Our code-base has a lot of COM objects, so typically we'll have something like:
//this is the IDL-generated IGetTime interface header
#include "gettime.h"
//our COM class implementation of IGetTime
class CGetTime : public IGetTime
{
public:
CGetTime(CGetTimeCF &factory,...); //COM-specific constructor params
/* IUnknown */
STDMETHODIMP QueryInterface(REFIID riid, LPVOID FAR * ppv);
STDMETHODIMP_(ULONG) AddRef();
STDMETHODIMP_(ULONG) Release();
/* IGetTime */
STDMETHODIMP GetTheTime(); //
};
The way the constructor and a few other things are set up, this class is only easily usable through COM... you can hack a way to create the object but it tends to be flaky.
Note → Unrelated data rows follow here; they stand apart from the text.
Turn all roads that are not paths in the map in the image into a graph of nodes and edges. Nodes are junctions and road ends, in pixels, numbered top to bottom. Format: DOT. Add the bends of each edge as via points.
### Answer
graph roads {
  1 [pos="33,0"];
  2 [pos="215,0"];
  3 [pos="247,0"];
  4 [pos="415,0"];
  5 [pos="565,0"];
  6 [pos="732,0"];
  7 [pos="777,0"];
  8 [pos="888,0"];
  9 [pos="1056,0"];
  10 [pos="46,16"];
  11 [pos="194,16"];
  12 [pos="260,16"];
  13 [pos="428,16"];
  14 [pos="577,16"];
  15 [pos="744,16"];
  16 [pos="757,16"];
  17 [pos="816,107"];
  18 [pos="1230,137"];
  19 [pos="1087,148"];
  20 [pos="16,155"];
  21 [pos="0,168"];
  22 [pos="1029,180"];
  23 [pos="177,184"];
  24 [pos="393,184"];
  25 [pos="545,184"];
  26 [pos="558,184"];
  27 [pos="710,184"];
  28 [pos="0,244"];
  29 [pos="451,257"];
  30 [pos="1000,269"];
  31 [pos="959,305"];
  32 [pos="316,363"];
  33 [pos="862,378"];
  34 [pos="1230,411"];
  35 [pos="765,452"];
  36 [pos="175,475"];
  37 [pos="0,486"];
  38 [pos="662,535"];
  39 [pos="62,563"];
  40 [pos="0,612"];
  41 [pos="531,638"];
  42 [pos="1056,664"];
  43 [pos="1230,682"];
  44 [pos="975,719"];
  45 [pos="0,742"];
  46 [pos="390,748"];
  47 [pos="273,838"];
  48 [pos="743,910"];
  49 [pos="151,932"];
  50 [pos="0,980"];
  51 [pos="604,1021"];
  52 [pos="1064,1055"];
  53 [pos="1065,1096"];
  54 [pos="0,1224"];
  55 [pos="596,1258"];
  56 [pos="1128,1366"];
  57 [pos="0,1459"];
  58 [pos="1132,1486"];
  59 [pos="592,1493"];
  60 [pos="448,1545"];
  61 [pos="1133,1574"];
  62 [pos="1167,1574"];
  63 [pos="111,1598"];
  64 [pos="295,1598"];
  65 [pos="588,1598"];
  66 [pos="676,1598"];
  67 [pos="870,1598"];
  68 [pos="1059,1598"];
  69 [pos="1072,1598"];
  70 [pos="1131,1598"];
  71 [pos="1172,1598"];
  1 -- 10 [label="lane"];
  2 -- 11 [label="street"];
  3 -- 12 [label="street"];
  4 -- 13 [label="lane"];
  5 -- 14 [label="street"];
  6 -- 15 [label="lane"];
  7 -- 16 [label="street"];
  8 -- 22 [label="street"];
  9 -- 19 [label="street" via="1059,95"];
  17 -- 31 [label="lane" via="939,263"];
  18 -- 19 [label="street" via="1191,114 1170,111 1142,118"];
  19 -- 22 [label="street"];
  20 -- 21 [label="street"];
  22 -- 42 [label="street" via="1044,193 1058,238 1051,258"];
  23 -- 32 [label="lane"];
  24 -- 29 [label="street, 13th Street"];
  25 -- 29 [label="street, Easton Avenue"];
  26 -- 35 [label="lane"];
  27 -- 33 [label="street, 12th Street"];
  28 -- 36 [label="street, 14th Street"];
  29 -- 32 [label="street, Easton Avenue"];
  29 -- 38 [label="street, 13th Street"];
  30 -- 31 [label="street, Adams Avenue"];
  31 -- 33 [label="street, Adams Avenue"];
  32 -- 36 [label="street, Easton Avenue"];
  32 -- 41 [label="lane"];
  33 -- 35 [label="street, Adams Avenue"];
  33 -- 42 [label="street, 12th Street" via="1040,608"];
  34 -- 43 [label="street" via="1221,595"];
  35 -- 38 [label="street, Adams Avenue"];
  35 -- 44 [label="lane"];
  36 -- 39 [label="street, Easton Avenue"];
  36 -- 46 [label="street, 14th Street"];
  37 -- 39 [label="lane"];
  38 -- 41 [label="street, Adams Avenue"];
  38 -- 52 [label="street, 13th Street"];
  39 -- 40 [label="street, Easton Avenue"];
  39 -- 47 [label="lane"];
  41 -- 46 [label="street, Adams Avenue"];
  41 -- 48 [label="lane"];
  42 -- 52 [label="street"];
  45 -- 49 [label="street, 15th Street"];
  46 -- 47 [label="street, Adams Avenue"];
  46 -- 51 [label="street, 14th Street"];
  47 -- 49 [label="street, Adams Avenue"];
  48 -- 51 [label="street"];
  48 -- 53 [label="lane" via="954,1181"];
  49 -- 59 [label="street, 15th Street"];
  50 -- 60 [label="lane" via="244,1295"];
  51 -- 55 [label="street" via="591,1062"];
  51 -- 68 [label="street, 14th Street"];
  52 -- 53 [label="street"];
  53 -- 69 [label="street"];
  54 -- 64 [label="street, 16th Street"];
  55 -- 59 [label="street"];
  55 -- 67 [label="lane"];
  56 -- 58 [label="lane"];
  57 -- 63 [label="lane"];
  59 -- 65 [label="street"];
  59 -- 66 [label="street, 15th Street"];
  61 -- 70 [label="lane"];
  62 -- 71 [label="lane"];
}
I many cases though, the actual functionality of the class might be usable without COM... and this would also be more easily testable if you could do new CGetTime();
I wondered about having something like this as a pattern:
class CGetTimeBase
{
public:
STDMETHODIMP GetTheTime();
};
class CGetTime : public IGetTime, public CGetTimeBase
{
...
};
Is this a good approach, or is there a better way to have a 'plain C++' class providing the core functionality, and a COM class doing the COM stuff? To minimise amount of code to write I'd rather not introduce wrapper methods, I think, but have the actual implementation method in the non-COM class so it's automatically present in the COM class.